正则表达式中的“量词”入门介绍

作者: c6a092a61698 | 来源:发表于2017-04-03 06:15 被阅读91次

正则表达式中的“量词”入门介绍
Python基础入门 - 正则表达式与综合实战
iOS开发常用方法（正则匹配）
正则表达式的贪婪与非贪婪的例子浅析
JS利用正则表达式去除字符串空格
关于js正则表达式的贪婪和懒惰模式
正则表达式中的量词
正则表达式(语法)
正则相关
正则表达式符号含义

正则表达式中的量词可以用来指明某个字符串匹配的次数。将在以下描述“贪心量词”（Greedy）、“厌恶量词”（reluctant）、“占有量词”（possessive）这三种量词。（真的不知道怎么翻译）。乍一看量词X？(贪心量词)、X??(厌恶量词) 和X？+(占有量词)好像作用也差不多，因为它们的匹配规则都是匹配“X” 一次或者零次，即X出现一次或者一次都不出现。其实它们有着细微的差别，在本文中最后一部分会说明。

1.png

让我们用贪心量词来创建三种不同的正则表达式：a?、a*、a+、。看看如果用空字符串来测匹配会得到什么结果。

先给出以下测试代码（直接使用终端编译运行即可）：

public class RegexTestHarness {
    public static void main(String[] args){
        Console console = System.console();
        if (console == null) {
            System.err.println("No console.");
            System.exit(1);
        }
        while (true) {

            Pattern pattern =
                    Pattern.compile(console.readLine("%nEnter your regex: "));

            Matcher matcher =
                    pattern.matcher(console.readLine("Enter input string to search: "));

            boolean found = false;
            while (matcher.find()) {
                console.format("I found the text" +
                                " \"%s\" starting at " +
                                "index %d and ending at index %d.%n",
                        matcher.group(),
                        matcher.start(),
                        matcher.end());
                found = true;
            }
            if(!found){
                console.format("No match found.%n");
            }
        }
    }
}

Enter your regex: a?
Enter input string to search:
I found the text "" starting at index 0 and ending at index 0.

Enter your regex: a*
Enter input string to search:
I found the text "" starting at index 0 and ending at index 0.

Enter your regex: a+
Enter input string to search:
No match found.

零长度匹配

在上面的例子中，前两个例子可以匹配成功是因为表达式a?和a*允许字符串中不出现‘a’字符。你会看到开始和结束的下标都是0。空字符串""没有长度，因此这个正则在开始位置（即下标为0）即匹配成功。像这一类的匹配称之为“零长度匹配”。零长度匹配会在以下三种情况出现：
1.一个空字符串匹配。
2.和字符串的开端匹配，即下标为0的地方匹配。（开端即是空字符串）
3.和字符串结束的位置匹配。（结束即是空字符串）
4.任意两个字符之间,如"bc"，b和c之间即存在一个空字符串""。

用“foo”这个字符串作为例子，下标的位置对应关系为

Paste_Image.png

即index=0和index=3的地方会匹配。

零长度匹配是非常容易辨别出来，因为他们开始的位置和结束的位置是同一下标。

然我们再看几个列子，输入一个“a”字符。
Enter your regex: a?
Enter input string to search: a
I found the text "a" starting at index 0 and ending at index 1.
I found the text "" starting at index 1 and ending at index 1.

Enter your regex: a*
Enter input string to search: a
I found the text "a" starting at index 0 and ending at index 1.
I found the text "" starting at index 1 and ending at index 1.

Enter your regex: a+
Enter input string to search: a
I found the text "a" starting at index 0 and ending at index 1.

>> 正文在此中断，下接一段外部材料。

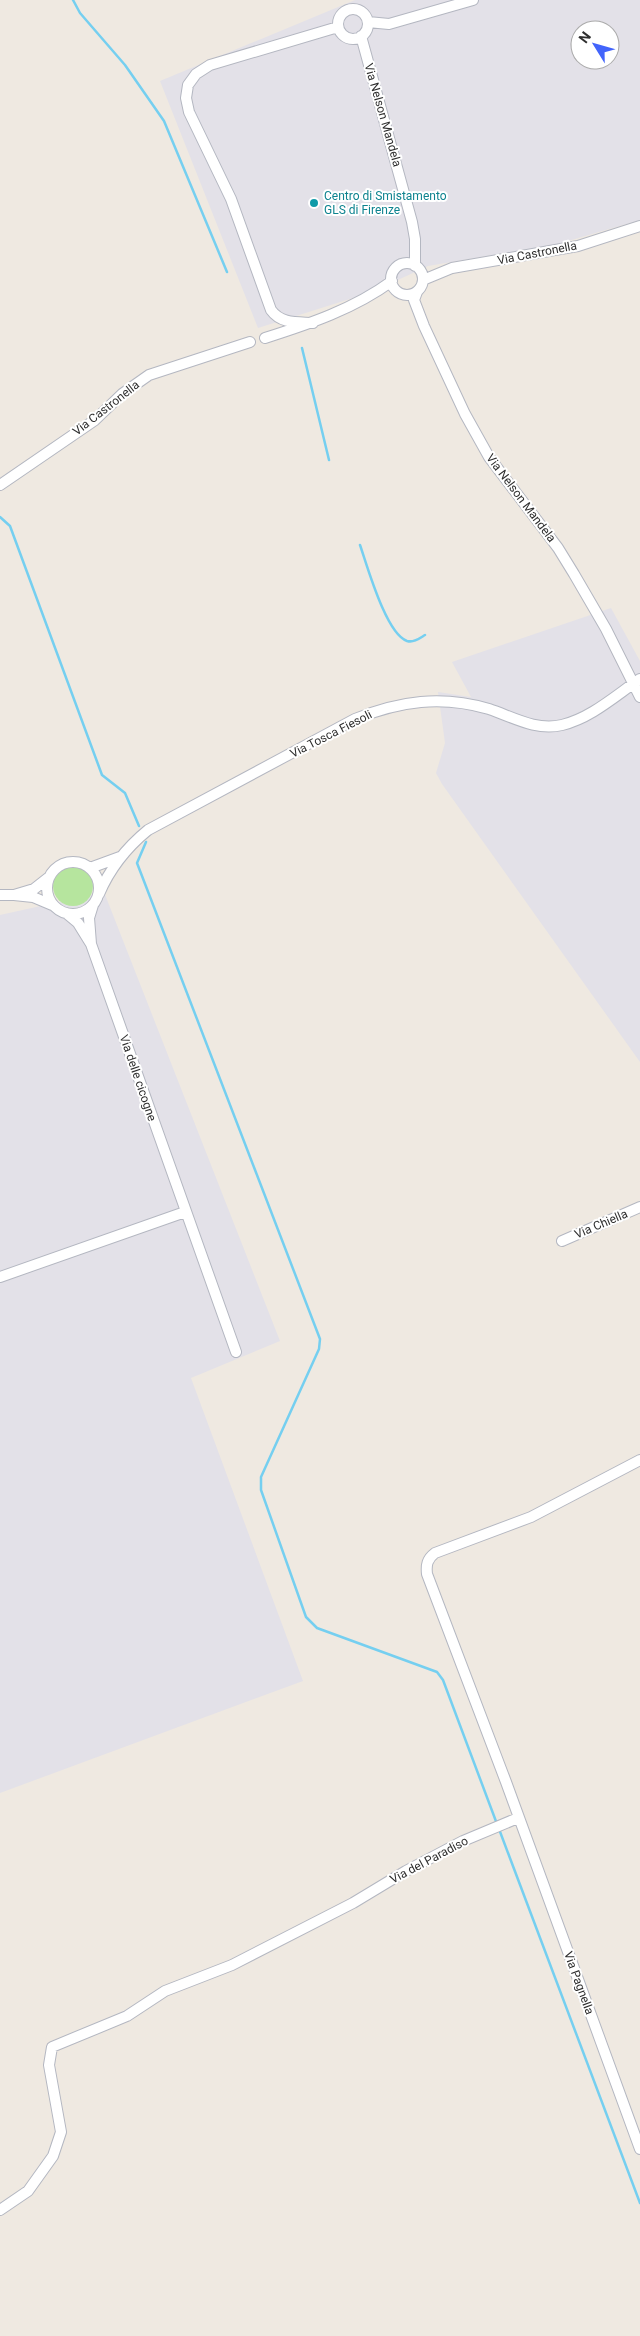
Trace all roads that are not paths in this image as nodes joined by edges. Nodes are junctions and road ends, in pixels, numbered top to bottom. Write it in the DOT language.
graph roads {
  1 [pos="473,0"];
  2 [pos="349,4"];
  3 [pos="368,22"];
  4 [pos="338,26"];
  5 [pos="361,36"];
  6 [pos="640,226"];
  7 [pos="414,252"];
  8 [pos="403,264"];
  9 [pos="419,272"];
  10 [pos="392,281"];
  11 [pos="408,293"];
  12 [pos="373,295"];
  13 [pos="314,323"];
  14 [pos="265,338"];
  15 [pos="250,342"];
  16 [pos="0,485"];
  17 [pos="637,681"];
  18 [pos="640,697"];
  19 [pos="121,856"];
  20 [pos="90,868"];
  21 [pos="48,877"];
  22 [pos="0,895"];
  23 [pos="14,895"];
  24 [pos="96,898"];
  25 [pos="53,906"];
  26 [pos="66,913"];
  27 [pos="91,944"];
  28 [pos="640,1207"];
  29 [pos="185,1212"];
  30 [pos="562,1241"];
  31 [pos="0,1278"];
  32 [pos="236,1352"];
  33 [pos="640,1460"];
  34 [pos="518,1818"];
  35 [pos="640,2148"];
  36 [pos="0,2210"];
  1 -- 3 [label="street"];
  2 -- 3 [label="street"];
  2 -- 4 [label="street"];
  3 -- 5 [label="street"];
  4 -- 5 [label="street"];
  4 -- 13 [label="street"];
  5 -- 7 [label="street, Via Nelson Mandela"];
  6 -- 9 [label="street, Via Castronella"];
  7 -- 8 [label="street"];
  7 -- 9 [label="street, Via Nelson Mandela"];
  8 -- 9 [label="street"];
  8 -- 10 [label="street"];
  9 -- 11 [label="street"];
  10 -- 11 [label="street"];
  10 -- 12 [label="street"];
  11 -- 12 [label="street"];
  11 -- 17 [label="street, Via Nelson Mandela"];
  12 -- 13 [label="street"];
  13 -- 14 [label="street"];
  15 -- 16 [label="street, Via Castronella"];
  17 -- 18 [label="street, Via Nelson Mandela"];
  17 -- 19 [label="street, Via Tosca Fiesoli"];
  19 -- 20 [label="street, Via Tosca Fiesoli"];
  19 -- 24 [label="street, Via Tosca Fiesoli"];
  20 -- 21 [label="street"];
  20 -- 24 [label="street"];
  21 -- 23 [label="street"];
  21 -- 25 [label="street"];
  22 -- 23 [label="street"];
  23 -- 25 [label="street"];
  24 -- 26 [label="street"];
  24 -- 27 [label="street, Via delle cicogne"];
  25 -- 26 [label="street"];
  26 -- 27 [label="street, Via delle cicogne"];
  27 -- 29 [label="street, Via delle cicogne"];
  28 -- 30 [label="street, Via Chiella"];
  29 -- 31 [label="street"];
  29 -- 32 [label="street, Via delle cicogne"];
  33 -- 34 [label="street"];
  34 -- 35 [label="street, Via Pagnella"];
  34 -- 36 [label="street, Via del Paradiso"];
}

以上三个量词都能找到字符“a”，但是前两个例子在下标为1处匹配，也就是字符的结尾处。记住，匹配器查找到下标0和1之间的“a”，该程序会一直匹配到没有匹配为止。

接下来输入"ababaaaab",看下会得到什么输出。输出如下：
Enter your regex: a?
Enter input string to search: ababaaaab
I found the text "a" starting at index 0 and ending at index 1.
I found the text "" starting at index 1 and ending at index 1.
I found the text "a" starting at index 2 and ending at index 3.
I found the text "" starting at index 3 and ending at index 3.
I found the text "a" starting at index 4 and ending at index 5.
I found the text "a" starting at index 5 and ending at index 6.
I found the text "a" starting at index 6 and ending at index 7.
I found the text "a" starting at index 7 and ending at index 8.
I found the text "" starting at index 8 and ending at index 8.
I found the text "" starting at index 9 and ending at index 9.

Enter your regex: a*
Enter input string to search: ababaaaab
I found the text "a" starting at index 0 and ending at index 1.
I found the text "" starting at index 1 and ending at index 1.
I found the text "a" starting at index 2 and ending at index 3.
I found the text "" starting at index 3 and ending at index 3.
I found the text "aaaa" starting at index 4 and ending at index 8.
I found the text "" starting at index 8 and ending at index 8.
I found the text "" starting at index 9 and ending at index 9.

Enter your regex: a+
Enter input string to search: ababaaaab
I found the text "a" starting at index 0 and ending at index 1.
I found the text "a" starting at index 2 and ending at index 3.
I found the text "aaaa" starting at index 4 and ending at index 8.

读者可以自己推敲为什么会得出以上结果。

如果要限制某个字符出现的次数，可以使用大括号"{}"。如：
匹配“aaa”
Enter your regex: a{3}
Enter input string to search: aa
No match found.

Enter your regex: a{3}
Enter input string to search: aaa
I found the text "aaa" starting at index 0 and ending at index 3.

Enter your regex: a{3}
Enter input string to search: aaaa
I found the text "aaa" starting at index 0 and ending at index 3.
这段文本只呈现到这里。